# .NET and More > WPF, WCF, WF >  [RESOLVED] Mouse Over item in listbox trigger

## chris128

Hi guys,

I am experimenting with listbox customization and although it was going quite smoothly I have now hit a stumbling block that is annoying me like mad.

Basically, all I want to do is make it so that when the mouse passes over an item in the listbox, an animation is triggered. However, I thought I would start out simple and just make it so that instead of kicking off an animation, it just adjusts the opacity level of the item that is being hovered over.

This is proving to be a bit of a nightmare though...
Basically I have a DataTemplate that I am using for the ItemTemplate property of the ListBox, so that I can display some images with borders and reflections in the listbox.

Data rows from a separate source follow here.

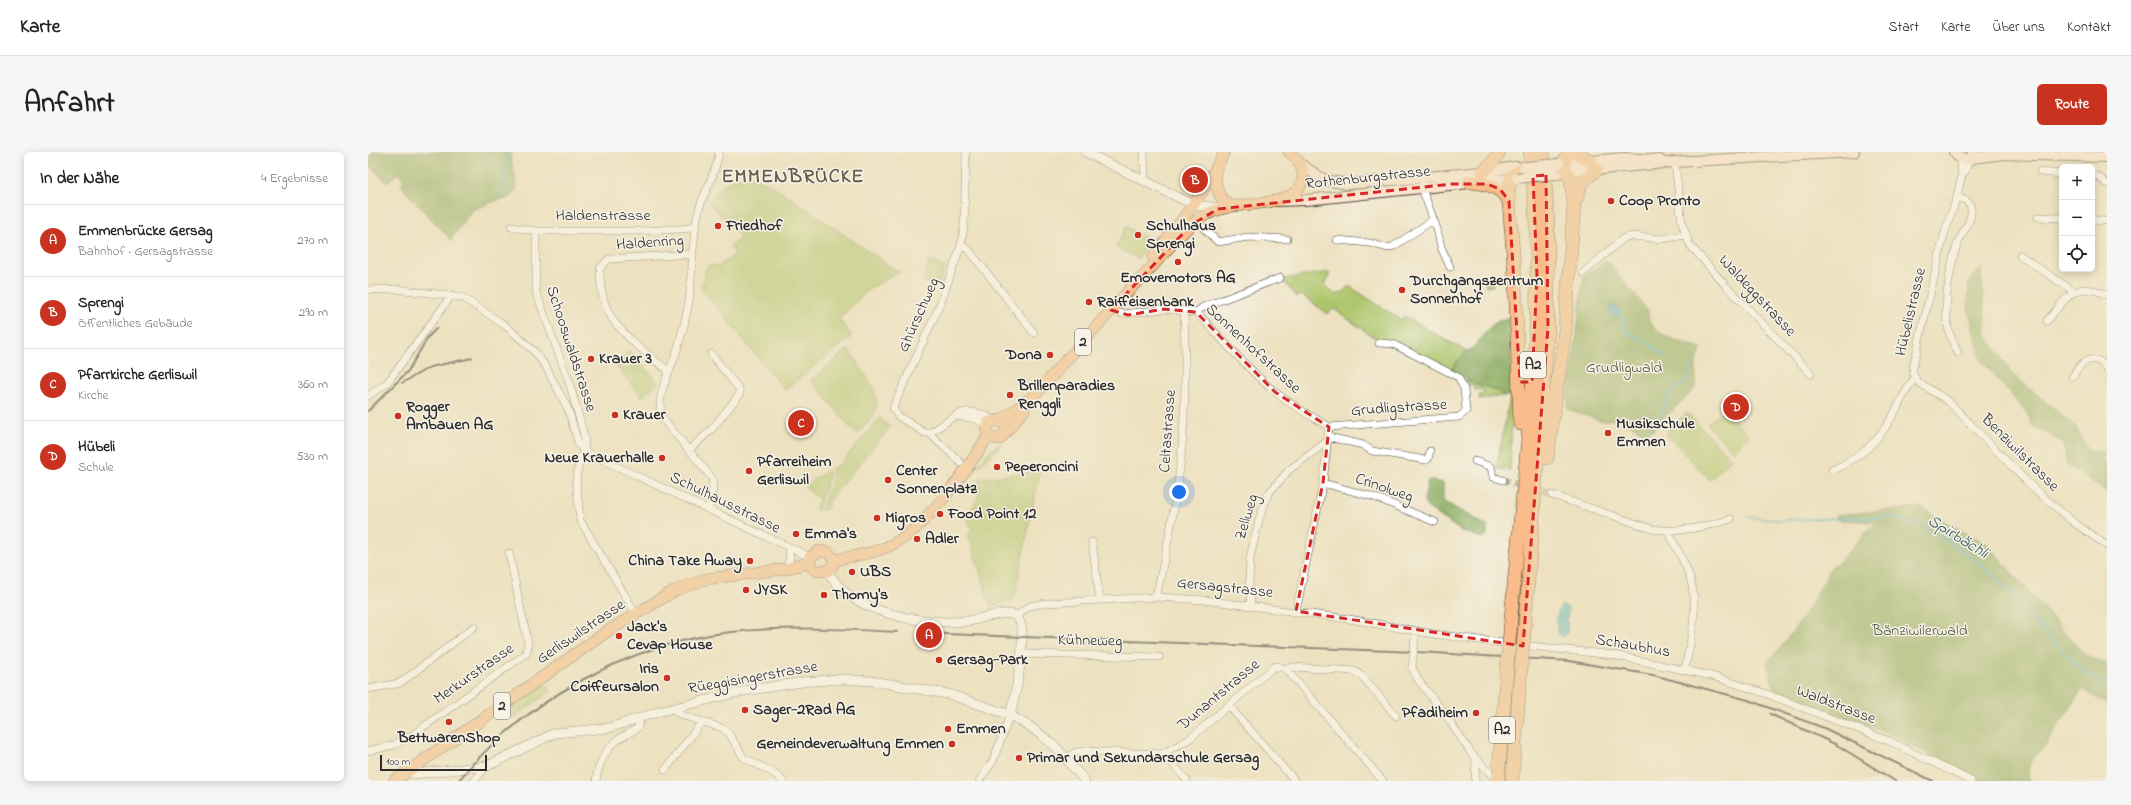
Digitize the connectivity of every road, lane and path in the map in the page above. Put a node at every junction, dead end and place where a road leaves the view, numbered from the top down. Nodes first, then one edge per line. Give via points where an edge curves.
1 (719, 152) edge
2 (966, 152) edge
3 (1085, 152) edge
4 (1144, 152) edge
5 (1224, 152) edge
6 (1289, 152) edge
7 (1499, 152) edge
8 (1530, 152) edge
9 (1543, 152) edge
10 (1576, 152) edge
11 (1854, 152) edge
12 (1990, 153) edge
13 (1962, 155) edge
14 (1725, 156) edge
15 (2107, 157) edge
16 (1675, 162) junction
17 (1299, 163) junction
18 (1593, 166) junction
19 (1562, 167) edge
20 (1215, 172) junction
21 (1483, 172) junction
22 (1517, 172) junction
23 (2040, 172) dead end
24 (2059, 174) edge
25 (2095, 176) edge
26 (1145, 181) junction
27 (1423, 182) junction
28 (1470, 182) junction
29 (2107, 184) edge
30 (1957, 197) junction
31 (1278, 201) junction
32 (1509, 201) junction
33 (1194, 205) junction
34 (1574, 206) junction
35 (1228, 207) junction
36 (2038, 217) dead end
37 (2059, 218) edge
38 (1433, 220) junction
39 (2095, 220) edge
40 (1196, 221) junction
41 (2107, 221) edge
42 (511, 227) dead end
43 (695, 228) junction
44 (536, 231) junction
45 (1685, 235) junction
46 (1287, 239) dead end
47 (1337, 240) dead end
48 (961, 245) junction
49 (693, 254) junction
50 (2020, 255) dead end
51 (1450, 267) dead end
52 (1583, 274) dead end
53 (1280, 278) dead end
54 (1134, 285) junction
55 (368, 290) edge
56 (2072, 291) junction
57 (2107, 295) edge
58 (452, 296) junction
59 (1112, 310) junction
60 (1184, 312) junction
61 (1196, 312) junction
62 (2047, 321) dead end
63 (1034, 334) dead end
64 (1379, 343) dead end
65 (1958, 353) dead end
66 (711, 354) dead end
67 (2107, 370) edge
68 (670, 371) junction
69 (1811, 374) dead end
70 (2072, 377) dead end
71 (1915, 378) junction
72 (368, 396) edge
73 (1031, 398) junction
74 (1329, 427) junction
75 (993, 429) junction
76 (929, 433) junction
77 (1329, 438) junction
78 (689, 450) junction
79 (584, 451) junction
80 (1430, 451) dead end
81 (1475, 461) dead end
82 (961, 463) dead end
83 (1832, 470) dead end
84 (1503, 480) tunnel mouth
85 (1323, 484) junction
86 (1552, 495) tunnel mouth
87 (1536, 497) junction
88 (709, 508) junction
89 (1731, 519) dead end
90 (1435, 522) dead end
91 (1668, 531) junction
92 (1092, 542) dead end
93 (2107, 546) edge
94 (789, 549) junction
95 (508, 553) dead end
96 (809, 560) junction
97 (834, 560) junction
98 (785, 569) junction
99 (828, 571) junction
100 (1514, 577) junction
101 (1156, 598) junction
102 (1100, 600) junction
103 (1251, 605) junction
104 (1296, 611) junction
105 (636, 614) junction
106 (1016, 616) junction
107 (474, 627) dead end
108 (1433, 634) joint
109 (1415, 635) junction
110 (1021, 654) junction
111 (1159, 657) dead end
112 (1286, 669) junction
113 (1685, 669) junction
114 (368, 689) edge
115 (1230, 706) junction
116 (672, 708) junction
117 (1010, 715) junction
118 (1396, 716) dead end
119 (640, 718) junction
120 (702, 722) junction
121 (368, 751) edge
122 (1161, 754) junction
123 (1067, 758) junction
124 (1476, 760) junction
125 (484, 767) junction
126 (665, 770) dead end
127 (406, 772) junction
128 (394, 781) edge
129 (474, 781) edge
130 (596, 781) edge
131 (783, 781) edge
132 (979, 781) edge
133 (1085, 781) edge
134 (1187, 781) edge
135 (1295, 781) edge
136 (1383, 781) edge
137 (1476, 781) edge
138 (1498, 781) edge
139 (1512, 781) edge
140 (1972, 781) edge

1 - 43 street
2 - 48 street, Ghürschweg via 964,227
3 - 26 street
4 - 26 street
5 - 20 main road, 2
6 - 17 main road
7 - 21 highway
8 - 100 highway, A2 via 1536,224 1536,312
9 - 87 highway, A2 via 1548,217 1548,328
10 - 18 highway
11 - 14 main road, Rothenburgstrasse
12 - 13 main road via 1988,157
12 - 15 main road
13 - 30 street, Hübelistrasse via 1962,175
14 - 16 main road, Rothenburgstrasse
16 - 18 main road, Rothenburgstrasse via 1631,158
16 - 45 street, Waldeggstrasse via 1680,214
17 - 27 main road, Rothenburgstrasse via 1318,177 1337,184
17 - 31 main road, 2 via 1303,176 1299,188 1291,196
18 - 19 main road, Rothenburgstrasse
18 - 34 highway via 1580,185
19 - 22 main road, Rothenburgstrasse, bridge
19 - 34 highway via 1572,183
20 - 33 main road, 2
20 - 35 main road via 1218,193
21 - 22 main road, Rothenburgstrasse
21 - 27 main road, Rothenburgstrasse
22 - 28 main road, Rothenburgstrasse
22 - 32 highway via 1508,190
23 - 24 street
25 - 29 street
26 - 33 street
27 - 28 main road, Rothenburgstrasse
27 - 31 main road, Rothenburgstrasse via 1306,200
27 - 38 street
28 - 32 highway via 1494,186
30 - 65 street via 1966,200 1971,208 1970,218 1957,245 1946,315 1948,328
30 - 71 street, Hübelistrasse via 1944,235 1916,354 1913,367
31 - 35 main road, 2
32 - 100 highway via 1516,293 1520,410 1520,443 1511,556
33 - 35 street
33 - 54 main road, 2
34 - 87 highway via 1563,349 1544,486
35 - 40 main road, 2 via 1206,214
36 - 37 street
38 - 47 street via 1387,248 1370,243
38 - 51 street
39 - 41 street
40 - 46 street via 1218,242 1248,237
40 - 54 main road, 2
42 - 44 street, Haldenstrasse
43 - 44 street, Haldenstrasse
43 - 49 street
44 - 79 street, Schooswaldstrasse via 536,292 570,385 584,439
45 - 52 street via 1662,239 1631,236 1624,238
45 - 69 street, Waldeggstrasse via 1694,250 1726,286
48 - 63 street via 969,250
48 - 76 street, Ghürschweg via 941,302 893,408 898,416
49 - 68 street via 686,317
49 - 68 street, Haldenring via 609,259 600,268 604,300 611,319 620,331
50 - 56 street
53 - 61 street via 1203,307
54 - 59 main road, 2
55 - 58 street via 395,289
56 - 57 street via 2091,288
56 - 62 street
58 - 72 street via 387,383
58 - 79 street via 462,297 506,326 534,351 559,390
59 - 60 street, Sonnenhofstrasse via 1128,314 1164,309
59 - 73 main road, 2
60 - 61 street, Sonnenhofstrasse
60 - 101 street, Celtastrasse via 1186,365 1183,441 1169,539
61 - 74 street, Sonnenhofstrasse via 1248,368 1275,392
64 - 74 street, Grudligstrasse via 1393,344 1458,378 1464,389 1466,411 1459,417
66 - 78 street via 739,389 740,394 712,430
67 - 70 street via 2100,361 2090,359 2082,363
68 - 78 street via 659,401 659,410 663,419
71 - 83 street, Hübelistrasse via 1867,450 1852,461
71 - 93 street, Benziwilstrasse via 1948,401 2047,501
73 - 75 main road, 2
73 - 75 main road, 2 via 1006,432 1004,424
74 - 77 street
75 - 76 street via 975,411 966,411
75 - 97 main road, 2 via 952,488 917,527 895,543 878,550
76 - 82 street
77 - 80 street via 1363,445 1372,451 1426,460
77 - 85 street
77 - 103 street, Zellweg via 1289,470 1268,494 1250,558
78 - 88 street via 712,478 713,489
79 - 88 street, Schulhausstrasse
79 - 105 street via 576,479 580,520
81 - 84 street via 1491,467 1493,477
85 - 90 street, Crinolweg via 1377,498
85 - 104 street
86 - 91 street via 1652,529
87 - 139 highway, A2, bridge
88 - 94 street, Schulhausstrasse
89 - 91 street via 1703,527
91 - 113 street, Schaubhus via 1689,575 1693,590 1695,608
92 - 102 street
94 - 96 street, Schulhausstrasse
94 - 98 street via 790,559
95 - 121 street, Merkurstrasse via 528,643 527,654 408,738 394,745
96 - 97 main road via 817,552 826,551
96 - 98 main road, Gerliswilstrasse / 2
96 - 99 main road via 816,571
97 - 99 main road
98 - 105 main road, Gerliswilstrasse / 2 via 699,580 674,591
99 - 106 street via 852,596 908,620 967,621 1004,613
100 - 138 highway, A2, bridge
101 - 102 street, Gersagstrasse
101 - 103 street, Gersagstrasse via 1177,597
102 - 106 street, Gersagstrasse via 1030,606
103 - 104 street, Gersagstrasse
104 - 109 street, Gersagstrasse
105 - 127 main road, Gerliswilstrasse / 2
106 - 110 street via 1019,618 1022,631
107 - 114 street via 400,683
108 - 109 street, Gersagstrasse
108 - 113 street, Schaubhus via 1490,643 1613,655
109 - 124 street, bridge via 1412,667 1418,680
110 - 111 street, Kühneweg
110 - 117 street via 1016,694
112 - 115 street, Dunantstrasse via 1274,667
112 - 118 street, Dunantstrasse via 1293,667 1354,671 1362,676
112 - 136 street
113 - 140 street, Waldstrasse via 1768,694 1874,735
115 - 122 street, Dunantstrasse via 1188,740
115 - 135 street
116 - 117 street, Rüeggisingerstrasse via 779,685 840,679 872,681 948,694
116 - 119 street, Rüeggisingerstrasse
116 - 120 street via 681,715
117 - 123 street, Rüeggisingerstrasse via 1043,736
117 - 132 street via 992,761
119 - 125 street, Rüeggisingerstrasse via 609,728 555,733
119 - 130 street via 638,727 617,740 607,750 599,763
120 - 126 street
120 - 131 street via 728,732 744,758 772,772
122 - 123 street, Dunantstrasse via 1080,751
122 - 134 street via 1168,758
123 - 133 street, Rüeggisingerstrasse
124 - 137 street
124 - 138 street
125 - 127 street via 414,774
125 - 129 street
127 - 128 main road, Gerliswilstrasse / 2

So I figured I just needed to add a trigger to that datatemplate and after countless different attempts this is what I ended up 'borrowing' from someone else on the internet, but it still doesnt work! No errors or anything, it just doesnt adjust the opacity of the item that the mouse is over:

xml Code:
<DataTemplate.Triggers>
                <DataTrigger Binding="{Binding IsMouseOver,RelativeSource={RelativeSource TemplatedParent}}"
                                 Value="True">
                    <Setter Property="Opacity" Value="1" />
                </DataTrigger>
</DataTemplate.Triggers>

Am I going about this the wrong way? I'm totally confused! Any suggestions appreciated.

----------


## chris128

Nevermind, got it working using the following:


xml Code:
<DataTemplate.Triggers>
                <Trigger SourceName="ImageContainer" Property="IsMouseOver" Value="True">
                    <Setter TargetName="ActualImage" Property="Opacity" Value="1" />
                </Trigger>
</DataTemplate.Triggers>

----------